* [To do]: Check each line of the listing below for the string "above", then give only the number of lines where it occurs.

* [Data for processing]:

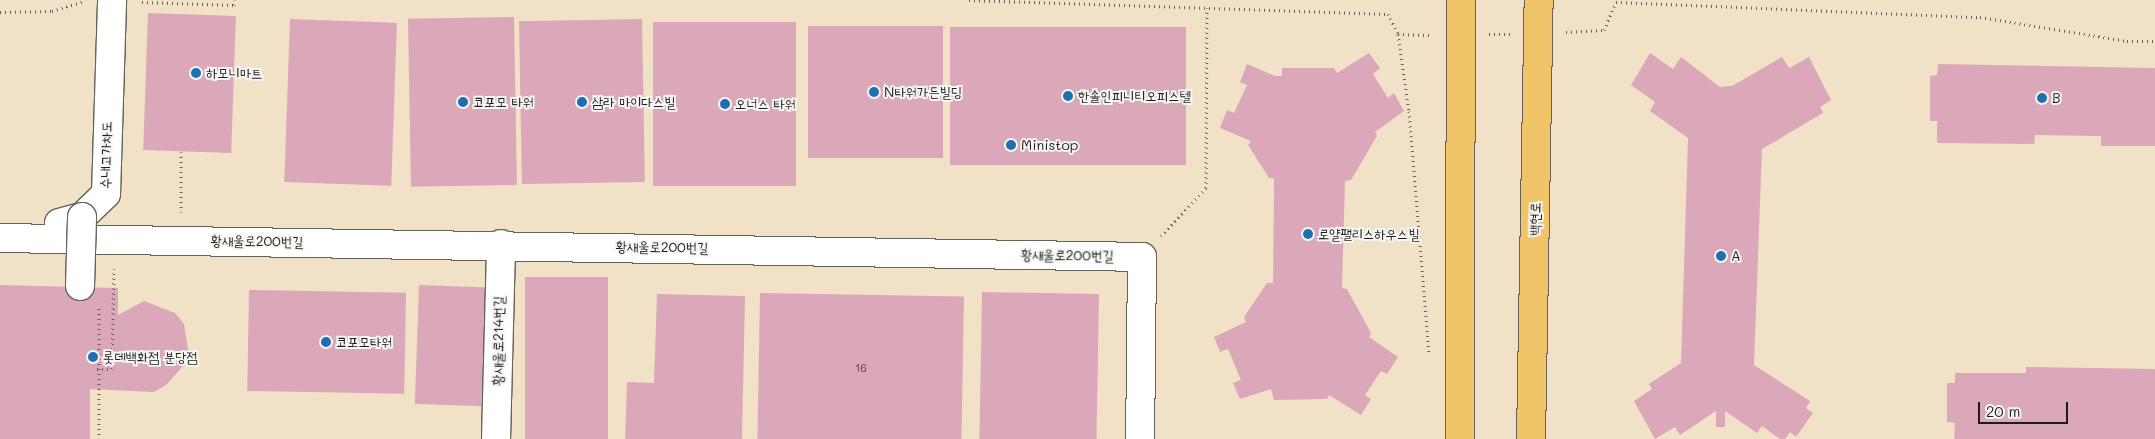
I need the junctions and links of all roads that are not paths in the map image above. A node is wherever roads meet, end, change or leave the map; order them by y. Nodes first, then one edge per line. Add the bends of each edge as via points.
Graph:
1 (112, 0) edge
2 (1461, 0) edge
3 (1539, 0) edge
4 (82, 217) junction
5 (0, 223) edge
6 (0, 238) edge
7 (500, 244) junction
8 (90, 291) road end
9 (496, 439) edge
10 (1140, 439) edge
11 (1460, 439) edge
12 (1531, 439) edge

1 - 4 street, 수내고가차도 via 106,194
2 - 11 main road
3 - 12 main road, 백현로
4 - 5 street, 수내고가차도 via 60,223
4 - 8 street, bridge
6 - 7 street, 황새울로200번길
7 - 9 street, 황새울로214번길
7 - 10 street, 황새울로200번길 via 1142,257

---

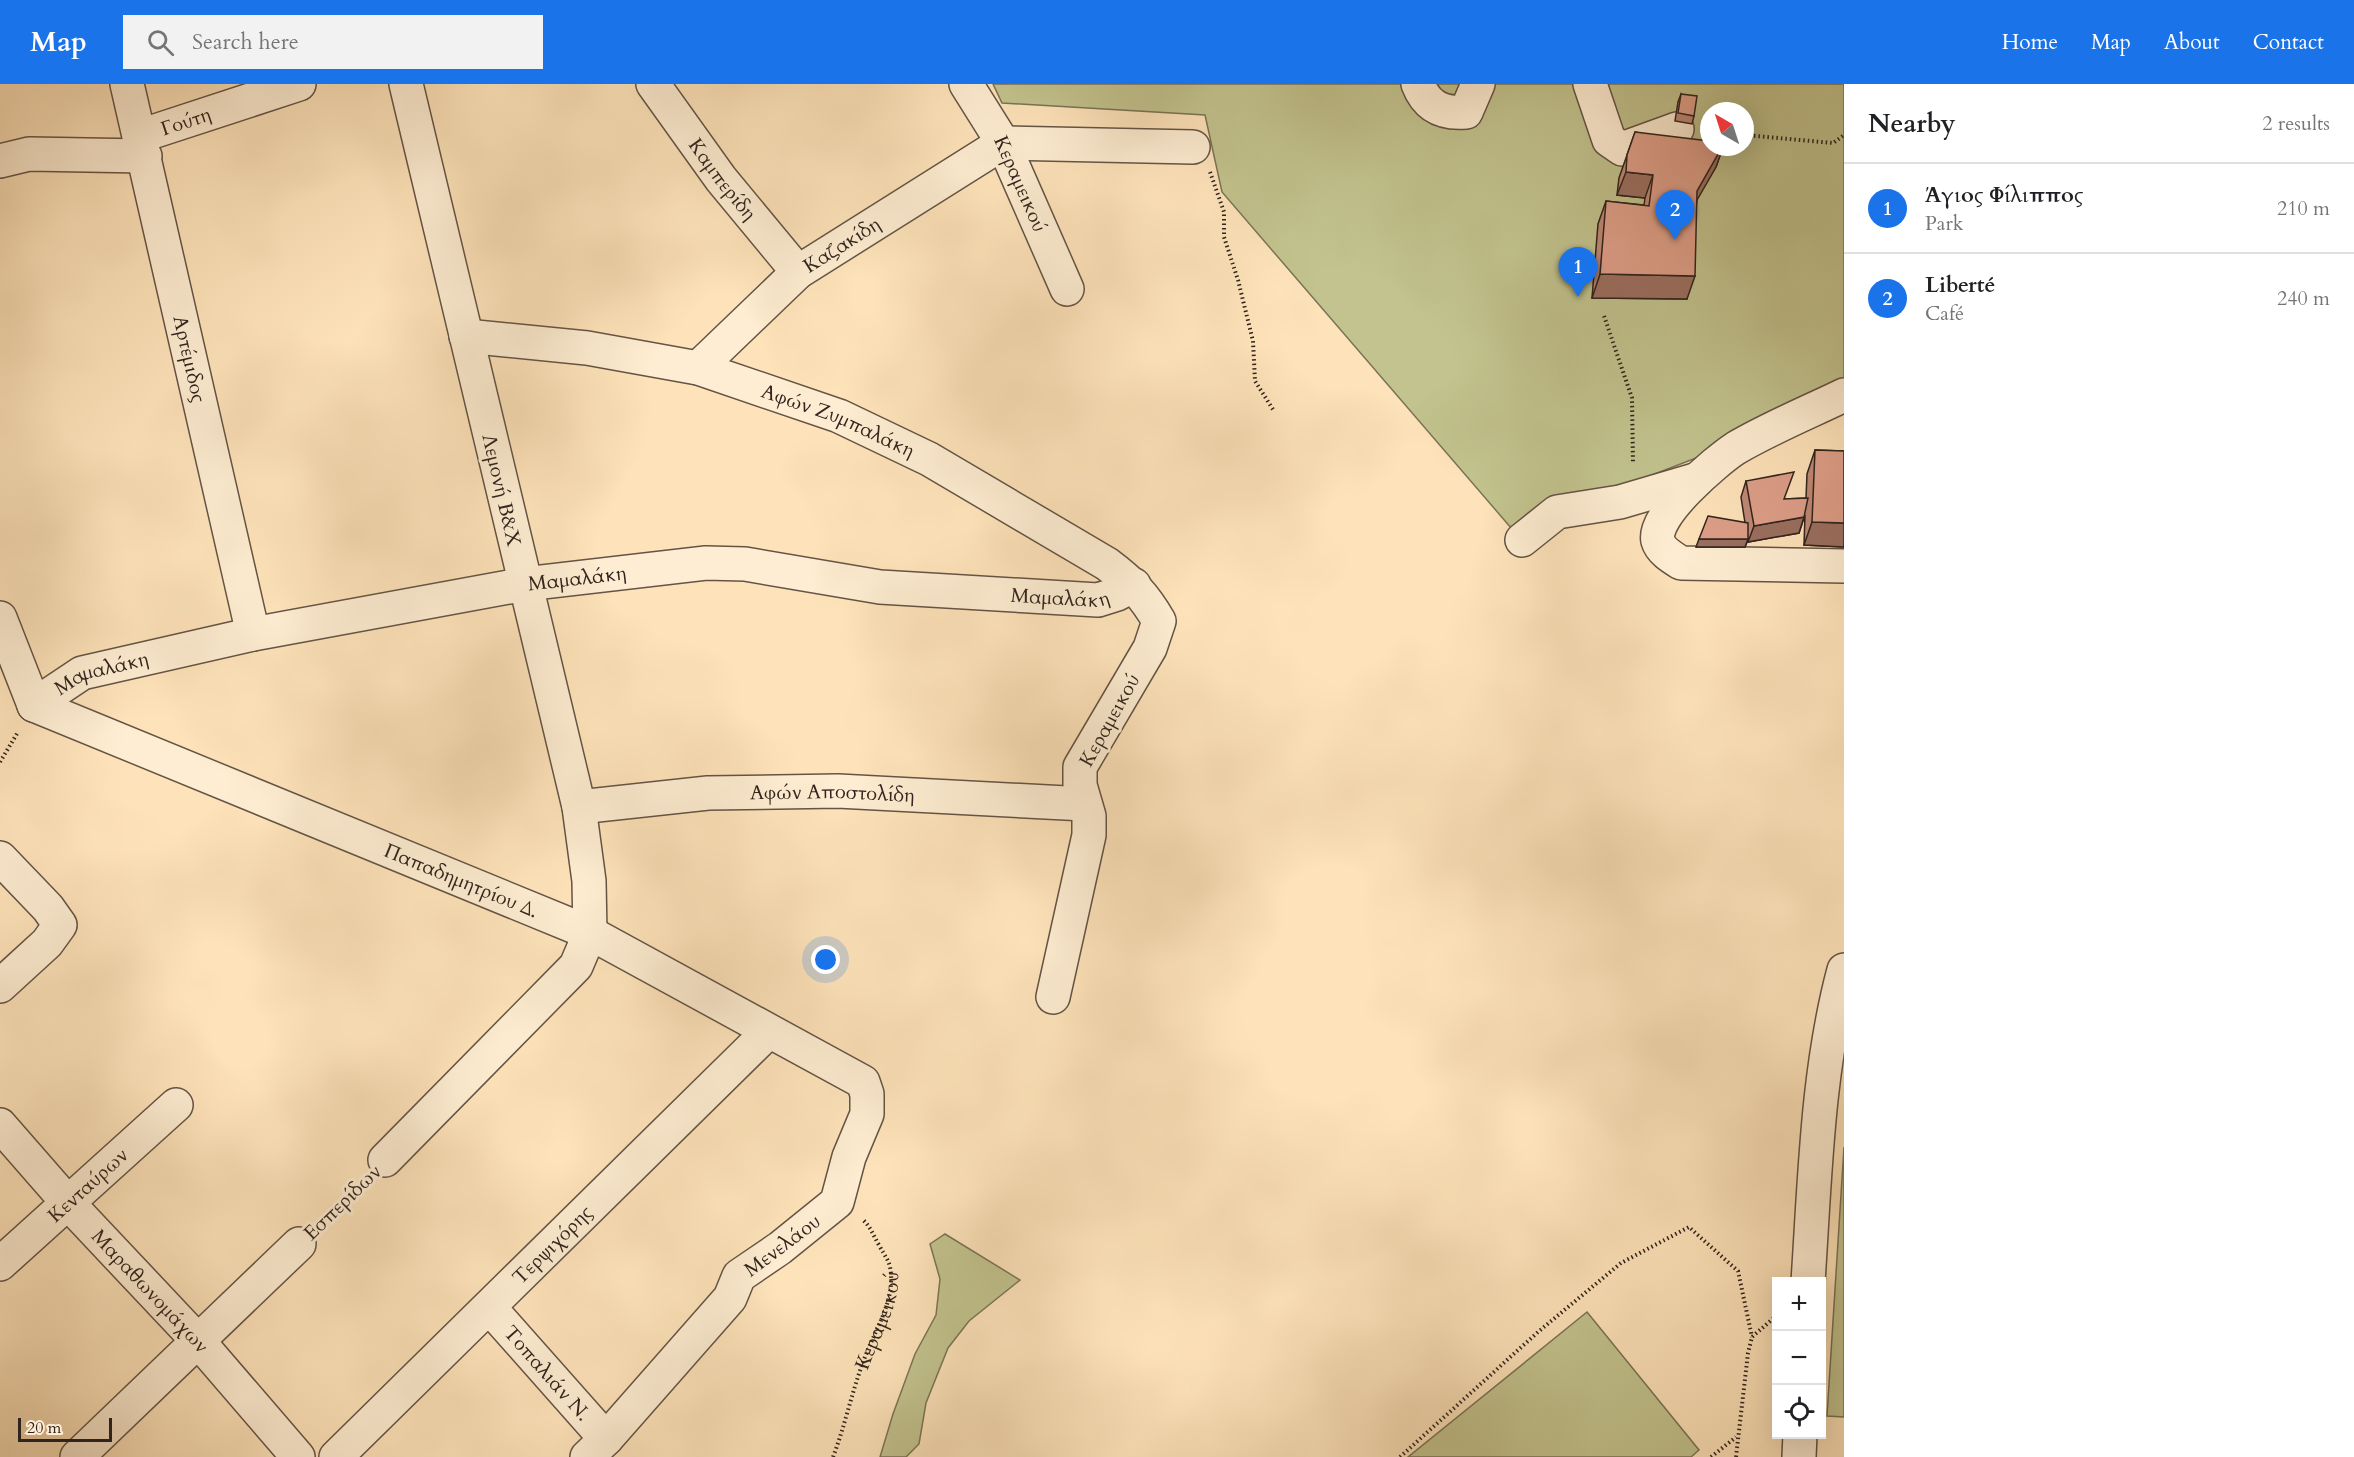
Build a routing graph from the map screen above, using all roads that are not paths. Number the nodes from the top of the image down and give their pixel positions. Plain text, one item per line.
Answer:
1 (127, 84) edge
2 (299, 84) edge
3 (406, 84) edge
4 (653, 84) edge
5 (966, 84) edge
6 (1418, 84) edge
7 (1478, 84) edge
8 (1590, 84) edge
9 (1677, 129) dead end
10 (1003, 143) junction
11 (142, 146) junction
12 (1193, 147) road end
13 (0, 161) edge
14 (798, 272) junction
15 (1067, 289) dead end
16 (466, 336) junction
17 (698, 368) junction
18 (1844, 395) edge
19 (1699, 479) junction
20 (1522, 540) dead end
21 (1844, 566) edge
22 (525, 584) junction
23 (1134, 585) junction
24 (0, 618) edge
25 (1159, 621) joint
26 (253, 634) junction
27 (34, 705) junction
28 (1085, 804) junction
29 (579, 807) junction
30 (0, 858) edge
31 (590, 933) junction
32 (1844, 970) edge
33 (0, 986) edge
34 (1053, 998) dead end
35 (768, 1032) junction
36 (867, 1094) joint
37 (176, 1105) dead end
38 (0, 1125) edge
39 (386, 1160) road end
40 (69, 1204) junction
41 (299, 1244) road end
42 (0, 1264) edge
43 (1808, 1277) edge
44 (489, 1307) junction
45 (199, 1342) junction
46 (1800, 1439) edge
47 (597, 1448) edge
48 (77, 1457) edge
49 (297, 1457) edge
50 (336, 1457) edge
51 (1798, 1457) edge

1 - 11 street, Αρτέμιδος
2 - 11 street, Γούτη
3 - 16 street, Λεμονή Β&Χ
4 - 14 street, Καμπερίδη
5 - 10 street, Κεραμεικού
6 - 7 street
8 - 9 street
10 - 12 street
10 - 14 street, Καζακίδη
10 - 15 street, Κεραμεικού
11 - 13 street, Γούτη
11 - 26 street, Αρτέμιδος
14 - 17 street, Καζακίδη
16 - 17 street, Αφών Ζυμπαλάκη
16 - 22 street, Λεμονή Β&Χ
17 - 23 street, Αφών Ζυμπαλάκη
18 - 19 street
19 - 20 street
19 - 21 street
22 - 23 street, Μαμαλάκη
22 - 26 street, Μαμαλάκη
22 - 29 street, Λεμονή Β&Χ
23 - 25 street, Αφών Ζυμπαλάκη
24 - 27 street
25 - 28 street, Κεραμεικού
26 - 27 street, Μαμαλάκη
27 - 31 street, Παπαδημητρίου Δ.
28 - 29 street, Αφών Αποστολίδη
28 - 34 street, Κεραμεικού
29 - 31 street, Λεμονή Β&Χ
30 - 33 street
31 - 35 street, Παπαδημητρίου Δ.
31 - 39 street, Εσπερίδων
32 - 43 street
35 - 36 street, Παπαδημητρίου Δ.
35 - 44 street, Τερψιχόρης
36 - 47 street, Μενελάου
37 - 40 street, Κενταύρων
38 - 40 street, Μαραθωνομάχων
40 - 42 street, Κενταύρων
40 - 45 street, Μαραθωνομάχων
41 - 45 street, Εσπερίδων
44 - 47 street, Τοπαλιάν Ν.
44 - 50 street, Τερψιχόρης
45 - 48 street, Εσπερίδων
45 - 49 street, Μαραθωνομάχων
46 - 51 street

--

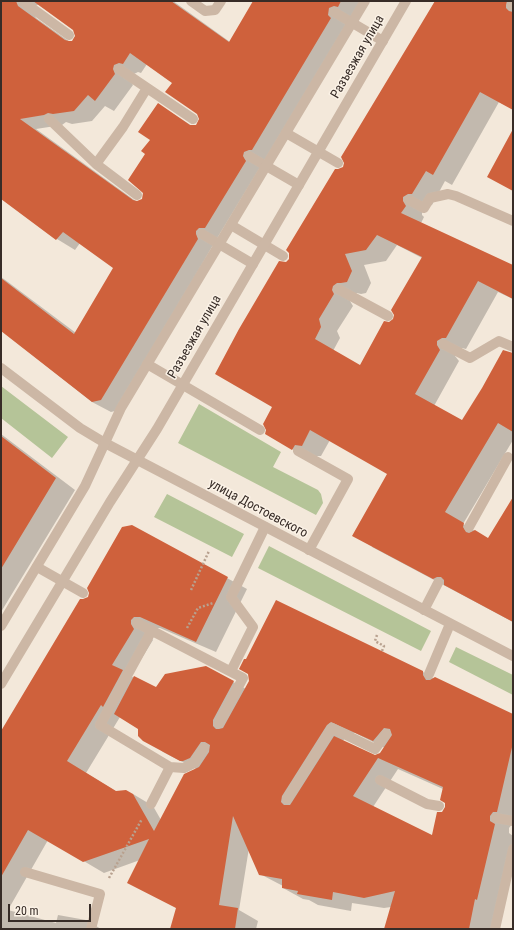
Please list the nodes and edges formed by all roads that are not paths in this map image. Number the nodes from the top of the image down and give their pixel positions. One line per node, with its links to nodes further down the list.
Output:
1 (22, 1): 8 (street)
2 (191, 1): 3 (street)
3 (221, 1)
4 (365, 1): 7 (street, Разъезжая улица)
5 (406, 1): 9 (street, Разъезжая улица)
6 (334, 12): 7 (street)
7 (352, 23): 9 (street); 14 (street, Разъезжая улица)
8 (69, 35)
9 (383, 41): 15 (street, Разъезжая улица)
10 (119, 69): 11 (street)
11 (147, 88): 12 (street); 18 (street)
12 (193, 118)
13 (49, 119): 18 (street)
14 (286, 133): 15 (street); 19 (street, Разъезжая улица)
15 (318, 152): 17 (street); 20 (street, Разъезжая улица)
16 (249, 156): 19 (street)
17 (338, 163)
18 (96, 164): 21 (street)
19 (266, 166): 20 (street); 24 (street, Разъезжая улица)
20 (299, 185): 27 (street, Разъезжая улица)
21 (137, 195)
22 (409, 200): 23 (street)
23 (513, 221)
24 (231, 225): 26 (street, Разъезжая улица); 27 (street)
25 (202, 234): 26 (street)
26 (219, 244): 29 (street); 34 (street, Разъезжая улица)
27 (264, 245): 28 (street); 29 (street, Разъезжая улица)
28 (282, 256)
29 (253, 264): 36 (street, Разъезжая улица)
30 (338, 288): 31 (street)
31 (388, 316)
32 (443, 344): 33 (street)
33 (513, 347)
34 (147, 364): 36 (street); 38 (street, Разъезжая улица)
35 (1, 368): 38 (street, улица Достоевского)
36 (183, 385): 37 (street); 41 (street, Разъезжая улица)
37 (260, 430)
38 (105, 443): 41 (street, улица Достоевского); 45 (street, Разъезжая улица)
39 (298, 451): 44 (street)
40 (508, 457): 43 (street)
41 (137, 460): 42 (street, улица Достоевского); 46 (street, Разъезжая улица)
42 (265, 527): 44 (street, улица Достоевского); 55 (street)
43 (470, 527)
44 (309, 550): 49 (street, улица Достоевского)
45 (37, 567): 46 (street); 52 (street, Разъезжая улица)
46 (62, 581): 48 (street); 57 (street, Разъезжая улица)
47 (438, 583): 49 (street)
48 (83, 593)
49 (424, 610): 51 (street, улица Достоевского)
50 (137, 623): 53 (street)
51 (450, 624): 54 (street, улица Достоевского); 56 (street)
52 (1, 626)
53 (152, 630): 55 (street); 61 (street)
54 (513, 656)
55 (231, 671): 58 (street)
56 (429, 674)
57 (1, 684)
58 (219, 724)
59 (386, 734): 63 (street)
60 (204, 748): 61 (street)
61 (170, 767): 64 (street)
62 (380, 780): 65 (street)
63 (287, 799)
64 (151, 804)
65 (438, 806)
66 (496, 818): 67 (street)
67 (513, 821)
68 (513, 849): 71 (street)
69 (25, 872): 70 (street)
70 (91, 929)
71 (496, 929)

* [Finished task]: 2